The list is long and could easily be too costly, both financially and politically. While the measures are not overtly quid pro quo, it appears that the aid and OAS approval for elections will only come after what Roger Noriega, the United States’ OAS ambassador, called "concretizations." The European Union announced that its $350 million in aid will remain frozen until Lavalas fulfills all the obligations listed in the resolution.

Most potentially explosive is the call for the arrest of "authors or accomplices" of mob violence last Dec. 17 that led to the murder of a Convergence member and the looting and burning of Convergence party headquarters and two cultural institutions (LP, Dec. 31, 2001). A recent OAS report implicated a number of Lavalas party members and elected officials in the events (LP, Aug. 12, 2002).

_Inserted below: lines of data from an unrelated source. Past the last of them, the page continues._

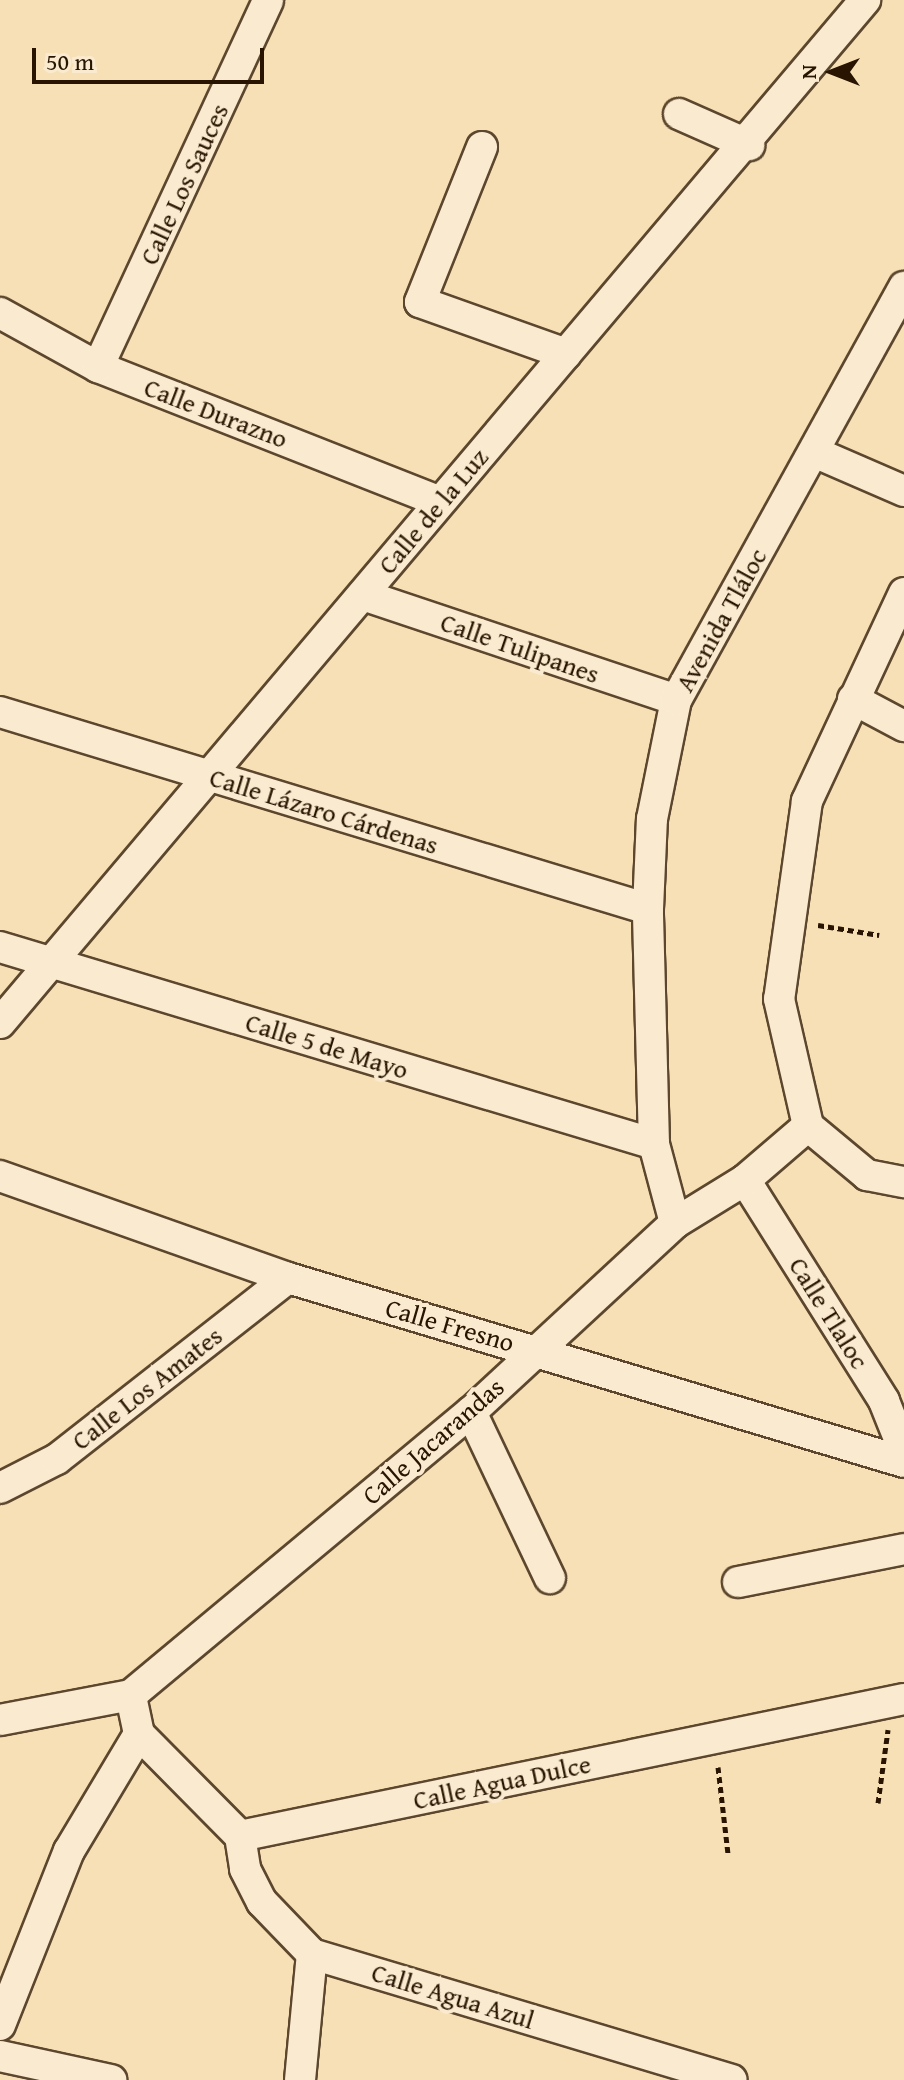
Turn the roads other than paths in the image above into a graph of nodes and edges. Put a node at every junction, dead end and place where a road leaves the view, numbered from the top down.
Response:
1 (268, 0) edge
2 (865, 0) edge
3 (679, 114) dead end
4 (749, 145) junction
5 (482, 147) dead end
6 (904, 287) edge
7 (0, 313) edge
8 (566, 354) junction
9 (98, 367) junction
10 (814, 452) junction
11 (904, 491) edge
12 (439, 501) junction
13 (904, 593) edge
14 (363, 595) junction
15 (853, 699) junction
16 (676, 700) junction
17 (0, 712) edge
18 (904, 726) edge
19 (208, 776) junction
20 (648, 909) junction
21 (0, 947) edge
22 (48, 962) junction
23 (0, 1023) edge
24 (808, 1126) junction
25 (654, 1144) junction
26 (0, 1176) edge
27 (745, 1180) junction
28 (904, 1182) edge
29 (675, 1223) junction
30 (288, 1278) junction
31 (537, 1350) junction
32 (471, 1412) junction
33 (904, 1451) edge
34 (904, 1462) edge
35 (0, 1488) edge
36 (904, 1549) edge
37 (550, 1578) dead end
38 (738, 1582) dead end
39 (131, 1695) junction
40 (898, 1700) edge
41 (0, 1720) edge
42 (139, 1734) junction
43 (240, 1836) junction
44 (312, 1954) junction
45 (0, 2025) edge
46 (0, 2056) edge
47 (111, 2080) edge
48 (300, 2080) edge
49 (731, 2080) edge

1 - 9 street, Calle Los Sauces
2 - 4 street, Calle de la Luz
3 - 4 street
4 - 8 street, Calle de la Luz
5 - 8 street
6 - 10 street, Avenida Tláloc
7 - 9 street, Calle Durazno
8 - 12 street, Calle de la Luz
9 - 12 street, Calle Durazno
10 - 11 street
10 - 16 street, Avenida Tláloc
12 - 14 street, Calle de la Luz
13 - 15 street
14 - 16 street, Calle Tulipanes
14 - 19 street, Calle de la Luz
15 - 18 street
15 - 24 street
16 - 20 street, Avenida Tláloc
17 - 19 street, Calle Lázaro Cárdenas
19 - 20 street, Calle Lázaro Cárdenas
19 - 22 street, Calle de la Luz
20 - 25 street, Avenida Tláloc
21 - 22 street, Calle 5 de Mayo
22 - 23 street, Calle de la Luz
22 - 25 street, Calle 5 de Mayo
24 - 27 street, Calle Jacarandas
24 - 28 street
25 - 29 street, Avenida Tláloc
26 - 30 street, Calle Fresno
27 - 29 street, Calle Jacarandas
27 - 33 street, Calle Tlaloc
29 - 31 street, Calle Jacarandas
30 - 31 street, Calle Fresno
30 - 35 street, Calle Los Amates
31 - 32 street, Calle Jacarandas
31 - 34 street, Calle Fresno
32 - 37 street
32 - 39 street, Calle Jacarandas
36 - 38 street
39 - 41 street, Calle Jacarandas
39 - 42 street
40 - 43 street, Calle Agua Dulce
42 - 43 street
42 - 45 street
43 - 44 street, Calle Agua Azul
44 - 48 street
44 - 49 street, Calle Agua Azul
46 - 47 street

So far, authorities have arrested only one person, Aristide supporter Amiot Métayer, who was liberated on Aug. 2 by his armed gang, known as the Cannibal Army (LP, Aug. 26, 2002). Métayer is now reported to be meeting with lawyers at a hideout about two blocks from a police station.

Most observers doubt that Aristide has the political strength to arrest him or other henchmen and officials.

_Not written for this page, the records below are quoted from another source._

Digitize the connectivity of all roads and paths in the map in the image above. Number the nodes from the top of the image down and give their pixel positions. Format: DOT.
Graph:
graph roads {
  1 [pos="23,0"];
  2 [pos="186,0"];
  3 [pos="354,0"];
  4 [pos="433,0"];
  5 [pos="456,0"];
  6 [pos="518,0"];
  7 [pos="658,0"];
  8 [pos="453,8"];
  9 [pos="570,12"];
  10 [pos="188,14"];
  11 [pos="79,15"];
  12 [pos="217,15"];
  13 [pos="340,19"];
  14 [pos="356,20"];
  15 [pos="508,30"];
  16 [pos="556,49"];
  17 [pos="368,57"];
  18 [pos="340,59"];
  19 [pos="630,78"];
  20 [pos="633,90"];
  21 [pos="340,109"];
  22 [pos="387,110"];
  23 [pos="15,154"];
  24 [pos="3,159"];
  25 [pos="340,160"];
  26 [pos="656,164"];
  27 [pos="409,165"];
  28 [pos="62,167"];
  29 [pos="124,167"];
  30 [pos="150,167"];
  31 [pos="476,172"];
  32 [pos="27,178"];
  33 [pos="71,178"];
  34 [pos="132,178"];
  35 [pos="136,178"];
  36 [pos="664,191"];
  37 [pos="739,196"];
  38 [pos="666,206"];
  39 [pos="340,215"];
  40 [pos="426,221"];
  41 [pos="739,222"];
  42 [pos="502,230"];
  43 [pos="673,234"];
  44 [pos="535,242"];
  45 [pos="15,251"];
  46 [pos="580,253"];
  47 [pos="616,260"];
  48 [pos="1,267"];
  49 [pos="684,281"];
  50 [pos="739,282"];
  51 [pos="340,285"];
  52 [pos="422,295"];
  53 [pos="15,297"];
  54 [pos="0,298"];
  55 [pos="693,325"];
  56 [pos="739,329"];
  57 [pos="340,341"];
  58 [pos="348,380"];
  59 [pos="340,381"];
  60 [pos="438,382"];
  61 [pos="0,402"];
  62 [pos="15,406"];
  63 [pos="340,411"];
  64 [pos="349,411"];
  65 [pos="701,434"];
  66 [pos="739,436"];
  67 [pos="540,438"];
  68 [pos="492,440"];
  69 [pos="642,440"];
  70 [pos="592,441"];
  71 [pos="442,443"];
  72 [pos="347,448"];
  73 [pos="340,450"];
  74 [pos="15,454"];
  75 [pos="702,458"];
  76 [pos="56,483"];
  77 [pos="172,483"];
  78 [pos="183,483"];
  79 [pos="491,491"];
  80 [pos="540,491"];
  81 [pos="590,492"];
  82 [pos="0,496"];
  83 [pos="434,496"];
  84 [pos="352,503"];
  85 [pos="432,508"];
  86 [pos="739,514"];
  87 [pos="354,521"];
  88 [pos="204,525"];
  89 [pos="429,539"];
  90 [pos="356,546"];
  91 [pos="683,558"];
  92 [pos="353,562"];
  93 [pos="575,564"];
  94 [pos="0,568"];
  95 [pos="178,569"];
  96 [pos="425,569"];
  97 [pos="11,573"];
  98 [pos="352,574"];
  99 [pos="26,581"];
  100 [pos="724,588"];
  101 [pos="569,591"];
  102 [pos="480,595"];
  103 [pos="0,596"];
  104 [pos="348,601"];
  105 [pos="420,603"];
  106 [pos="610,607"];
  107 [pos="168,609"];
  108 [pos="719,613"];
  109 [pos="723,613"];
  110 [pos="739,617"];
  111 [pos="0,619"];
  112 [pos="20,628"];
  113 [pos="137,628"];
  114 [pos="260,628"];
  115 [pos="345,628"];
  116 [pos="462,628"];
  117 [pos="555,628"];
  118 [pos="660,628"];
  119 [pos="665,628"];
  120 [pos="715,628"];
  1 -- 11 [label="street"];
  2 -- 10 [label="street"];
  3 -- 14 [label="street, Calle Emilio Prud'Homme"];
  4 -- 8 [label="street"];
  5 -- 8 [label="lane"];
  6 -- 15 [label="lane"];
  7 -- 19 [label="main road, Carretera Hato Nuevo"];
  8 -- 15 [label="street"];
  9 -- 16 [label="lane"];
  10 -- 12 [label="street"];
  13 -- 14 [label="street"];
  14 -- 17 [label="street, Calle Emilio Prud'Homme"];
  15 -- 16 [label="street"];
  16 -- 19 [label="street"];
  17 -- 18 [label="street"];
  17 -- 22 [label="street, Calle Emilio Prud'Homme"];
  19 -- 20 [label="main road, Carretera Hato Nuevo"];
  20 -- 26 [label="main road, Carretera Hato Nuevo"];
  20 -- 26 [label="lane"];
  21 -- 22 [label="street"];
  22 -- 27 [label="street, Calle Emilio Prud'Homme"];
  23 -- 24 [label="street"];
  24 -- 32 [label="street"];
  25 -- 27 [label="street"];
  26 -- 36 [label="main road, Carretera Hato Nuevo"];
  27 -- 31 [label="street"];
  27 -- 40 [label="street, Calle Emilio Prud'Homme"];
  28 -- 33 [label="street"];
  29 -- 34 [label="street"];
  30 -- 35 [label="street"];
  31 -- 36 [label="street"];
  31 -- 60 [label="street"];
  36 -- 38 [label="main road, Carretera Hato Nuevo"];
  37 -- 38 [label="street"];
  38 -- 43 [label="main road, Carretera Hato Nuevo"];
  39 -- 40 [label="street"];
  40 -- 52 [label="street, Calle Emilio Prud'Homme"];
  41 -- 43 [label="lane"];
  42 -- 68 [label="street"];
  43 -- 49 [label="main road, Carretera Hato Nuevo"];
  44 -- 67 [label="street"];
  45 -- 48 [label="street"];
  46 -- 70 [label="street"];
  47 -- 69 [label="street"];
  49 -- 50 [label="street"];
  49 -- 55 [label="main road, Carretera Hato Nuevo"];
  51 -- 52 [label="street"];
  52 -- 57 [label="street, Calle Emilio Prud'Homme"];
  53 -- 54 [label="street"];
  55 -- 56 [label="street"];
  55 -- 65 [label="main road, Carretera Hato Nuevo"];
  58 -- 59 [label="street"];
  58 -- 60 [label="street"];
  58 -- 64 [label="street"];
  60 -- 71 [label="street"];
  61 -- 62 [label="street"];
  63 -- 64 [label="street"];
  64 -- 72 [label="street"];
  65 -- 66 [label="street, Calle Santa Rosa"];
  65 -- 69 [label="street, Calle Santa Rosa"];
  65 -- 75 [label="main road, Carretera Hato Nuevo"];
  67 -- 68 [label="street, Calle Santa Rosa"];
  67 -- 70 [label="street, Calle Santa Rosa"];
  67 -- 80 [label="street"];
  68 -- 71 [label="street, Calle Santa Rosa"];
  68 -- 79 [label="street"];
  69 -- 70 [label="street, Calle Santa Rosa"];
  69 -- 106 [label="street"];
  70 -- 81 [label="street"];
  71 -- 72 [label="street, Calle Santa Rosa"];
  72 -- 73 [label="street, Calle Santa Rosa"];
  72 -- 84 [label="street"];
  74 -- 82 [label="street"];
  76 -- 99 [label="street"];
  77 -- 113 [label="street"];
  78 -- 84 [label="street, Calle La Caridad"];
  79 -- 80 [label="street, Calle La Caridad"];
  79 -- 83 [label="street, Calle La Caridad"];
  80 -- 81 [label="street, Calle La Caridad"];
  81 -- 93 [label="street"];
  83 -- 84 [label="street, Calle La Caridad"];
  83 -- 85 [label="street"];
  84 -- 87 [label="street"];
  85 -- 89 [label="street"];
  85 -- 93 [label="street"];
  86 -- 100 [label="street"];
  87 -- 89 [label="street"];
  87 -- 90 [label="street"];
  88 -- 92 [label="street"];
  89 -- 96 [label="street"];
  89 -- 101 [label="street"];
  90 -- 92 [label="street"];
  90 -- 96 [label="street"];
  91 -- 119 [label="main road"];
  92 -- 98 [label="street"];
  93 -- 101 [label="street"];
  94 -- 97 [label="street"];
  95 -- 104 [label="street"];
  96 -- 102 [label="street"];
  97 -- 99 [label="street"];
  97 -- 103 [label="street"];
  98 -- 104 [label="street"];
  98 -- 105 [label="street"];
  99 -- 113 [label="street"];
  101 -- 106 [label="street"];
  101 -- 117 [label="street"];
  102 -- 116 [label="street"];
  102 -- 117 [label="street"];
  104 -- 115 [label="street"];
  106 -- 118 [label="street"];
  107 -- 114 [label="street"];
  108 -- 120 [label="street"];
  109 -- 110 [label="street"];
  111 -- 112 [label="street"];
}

Resolution 822 also calls for a disarmament program (although two previous "disarmaments" have had no effect), "a climate of security" and millions of dollars in reparations for victims of the Dec. 17 violence, a provision that David Lee, OAS special representative to Haiti, called "very important."

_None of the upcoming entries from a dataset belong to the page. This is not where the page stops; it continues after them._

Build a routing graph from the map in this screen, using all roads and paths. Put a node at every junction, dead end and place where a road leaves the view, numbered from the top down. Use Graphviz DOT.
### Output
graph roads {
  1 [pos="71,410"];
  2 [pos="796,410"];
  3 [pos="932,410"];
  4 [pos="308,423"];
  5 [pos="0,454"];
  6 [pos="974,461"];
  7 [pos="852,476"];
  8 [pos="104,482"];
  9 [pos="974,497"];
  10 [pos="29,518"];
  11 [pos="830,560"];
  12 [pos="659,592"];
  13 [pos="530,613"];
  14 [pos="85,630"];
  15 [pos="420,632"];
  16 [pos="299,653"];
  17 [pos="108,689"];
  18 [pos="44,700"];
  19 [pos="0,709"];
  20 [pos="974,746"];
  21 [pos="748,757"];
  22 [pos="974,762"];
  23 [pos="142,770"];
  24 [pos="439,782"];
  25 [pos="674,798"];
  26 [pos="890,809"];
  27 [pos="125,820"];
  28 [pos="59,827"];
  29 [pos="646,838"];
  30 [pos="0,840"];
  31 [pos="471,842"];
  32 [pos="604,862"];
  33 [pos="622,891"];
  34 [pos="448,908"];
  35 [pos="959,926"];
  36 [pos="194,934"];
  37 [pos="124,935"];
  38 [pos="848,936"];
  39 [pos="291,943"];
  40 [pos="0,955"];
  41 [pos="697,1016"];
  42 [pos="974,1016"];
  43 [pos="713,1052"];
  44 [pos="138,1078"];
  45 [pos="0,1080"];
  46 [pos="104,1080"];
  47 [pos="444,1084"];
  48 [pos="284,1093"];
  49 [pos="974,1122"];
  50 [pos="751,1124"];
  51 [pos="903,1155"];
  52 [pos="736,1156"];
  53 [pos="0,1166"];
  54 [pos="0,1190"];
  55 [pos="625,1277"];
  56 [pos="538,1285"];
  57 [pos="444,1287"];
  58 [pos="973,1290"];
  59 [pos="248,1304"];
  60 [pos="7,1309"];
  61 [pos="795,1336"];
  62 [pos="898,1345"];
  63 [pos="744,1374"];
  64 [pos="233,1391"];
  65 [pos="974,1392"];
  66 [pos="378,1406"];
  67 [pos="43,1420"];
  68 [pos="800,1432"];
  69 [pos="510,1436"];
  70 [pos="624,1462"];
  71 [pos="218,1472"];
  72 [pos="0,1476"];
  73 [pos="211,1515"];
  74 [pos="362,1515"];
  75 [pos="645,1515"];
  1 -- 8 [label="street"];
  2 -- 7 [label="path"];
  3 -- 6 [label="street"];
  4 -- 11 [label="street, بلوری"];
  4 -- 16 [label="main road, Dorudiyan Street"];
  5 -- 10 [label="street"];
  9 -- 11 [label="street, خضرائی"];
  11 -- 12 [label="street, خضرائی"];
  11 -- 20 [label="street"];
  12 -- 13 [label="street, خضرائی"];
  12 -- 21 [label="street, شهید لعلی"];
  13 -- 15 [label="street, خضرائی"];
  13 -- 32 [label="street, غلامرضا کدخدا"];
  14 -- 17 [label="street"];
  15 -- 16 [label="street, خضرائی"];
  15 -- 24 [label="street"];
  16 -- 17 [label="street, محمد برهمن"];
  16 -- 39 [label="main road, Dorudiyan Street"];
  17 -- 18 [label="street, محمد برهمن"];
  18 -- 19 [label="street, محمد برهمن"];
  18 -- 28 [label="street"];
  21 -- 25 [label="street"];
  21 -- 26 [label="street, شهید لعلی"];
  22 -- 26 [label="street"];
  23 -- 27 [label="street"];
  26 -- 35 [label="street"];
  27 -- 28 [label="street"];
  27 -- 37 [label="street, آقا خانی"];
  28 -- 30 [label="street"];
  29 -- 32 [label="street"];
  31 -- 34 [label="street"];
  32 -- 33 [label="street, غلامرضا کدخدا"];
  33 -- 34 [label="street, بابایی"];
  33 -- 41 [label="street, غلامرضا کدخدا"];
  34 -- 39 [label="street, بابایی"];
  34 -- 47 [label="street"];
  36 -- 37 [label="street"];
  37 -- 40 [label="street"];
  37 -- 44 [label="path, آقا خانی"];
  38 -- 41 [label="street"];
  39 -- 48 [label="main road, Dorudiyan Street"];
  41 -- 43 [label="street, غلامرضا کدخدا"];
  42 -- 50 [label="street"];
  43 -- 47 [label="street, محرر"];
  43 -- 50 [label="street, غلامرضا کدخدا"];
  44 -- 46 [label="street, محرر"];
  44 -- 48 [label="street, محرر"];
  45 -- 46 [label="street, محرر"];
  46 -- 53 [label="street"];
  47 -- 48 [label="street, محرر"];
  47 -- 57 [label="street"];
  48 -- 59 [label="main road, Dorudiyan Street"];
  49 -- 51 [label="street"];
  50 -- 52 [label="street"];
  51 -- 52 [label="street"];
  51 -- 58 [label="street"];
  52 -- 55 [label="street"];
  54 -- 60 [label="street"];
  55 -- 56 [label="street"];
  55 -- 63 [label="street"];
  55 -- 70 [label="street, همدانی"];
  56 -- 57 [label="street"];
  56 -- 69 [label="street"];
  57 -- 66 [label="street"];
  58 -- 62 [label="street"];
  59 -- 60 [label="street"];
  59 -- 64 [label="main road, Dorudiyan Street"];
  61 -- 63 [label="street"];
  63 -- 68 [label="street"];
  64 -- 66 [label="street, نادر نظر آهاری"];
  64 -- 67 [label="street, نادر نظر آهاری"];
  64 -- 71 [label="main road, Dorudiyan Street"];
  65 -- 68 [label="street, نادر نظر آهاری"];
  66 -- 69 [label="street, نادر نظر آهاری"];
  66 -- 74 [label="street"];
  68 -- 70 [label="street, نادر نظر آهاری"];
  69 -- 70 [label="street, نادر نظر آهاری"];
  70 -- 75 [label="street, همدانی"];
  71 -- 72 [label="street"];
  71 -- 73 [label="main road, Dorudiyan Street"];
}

In addition, Aristide promised in July to reimburse tens of thousands of poor and middle-class Haitians who lost an estimated $200 million in a credit union pyramid scheme. State coffers fall far short, however, and the early September deadline passed with no payments made.

The pyramid crisis came after hundreds of "12-percent banks" — so called because they promised to pay interest of between 10 and 15 percent — sprang up last year after an anti-money laundering law went into effect and Aristide pronounced Haiti "a nation of cooperatives." For a time, depositors enjoyed high interest rates from the banks, which are suspected of having laundered drug money. The pyramid collapsed earlier this year, however, and many banks closed their doors or froze deposits.

Angry passbook holders have been demonstrating throughout the country. In the first week of September alone, they shut down the Léogane port, marched in Jérémie and Cap Haïtien, burned barricades on the island of La Gonâve, smashed windows of credit union vehicles and demonstrated at the US Embassy.

Most foreign aid money is in targeted loans. Even if it were not, however, it would not be enough to reimburse the victims of the pyramid scheme and the Dec. 17 attacks. And once the dollars start to flow, observers say, Aristide will no longer be able to pin the country’s ills on the aid embargo.

Callers to radio shows also doubt that the money will improve the country’s worsening social and economic situation, especially since the administration has been mired in corruption scandals since it took office. A recent Transparency International study ranked Haiti among the world’s 20 most corrupt governments.

"The country is sliding into chaos," said Gérard Pierre-Charles, a Convergence leader and former Aristide ally. He and other politicians are skeptical that fair elections can be held or that Lavalas will fulfill the requirements of OAS Resolution 822.

"The fundamental crisis here has not been touched by the OAS resolution," said Elifet St. Pierre, general secretary of a coalition of Haitian human rights organizations.

The causes of government corruption and repression and the country’s worsening social and economic situations have not been addressed, he said, adding that elections could not be held under such conditions.

"How will you reestablish a climate of confidence?" he asked. "People are more and more afraid of expressing themselves, of showing they disagree with Lavalas. And we have a totally discredited government. To accomplish everything in the resolution during the next 60 days, you need to have a certain amount of legitimacy."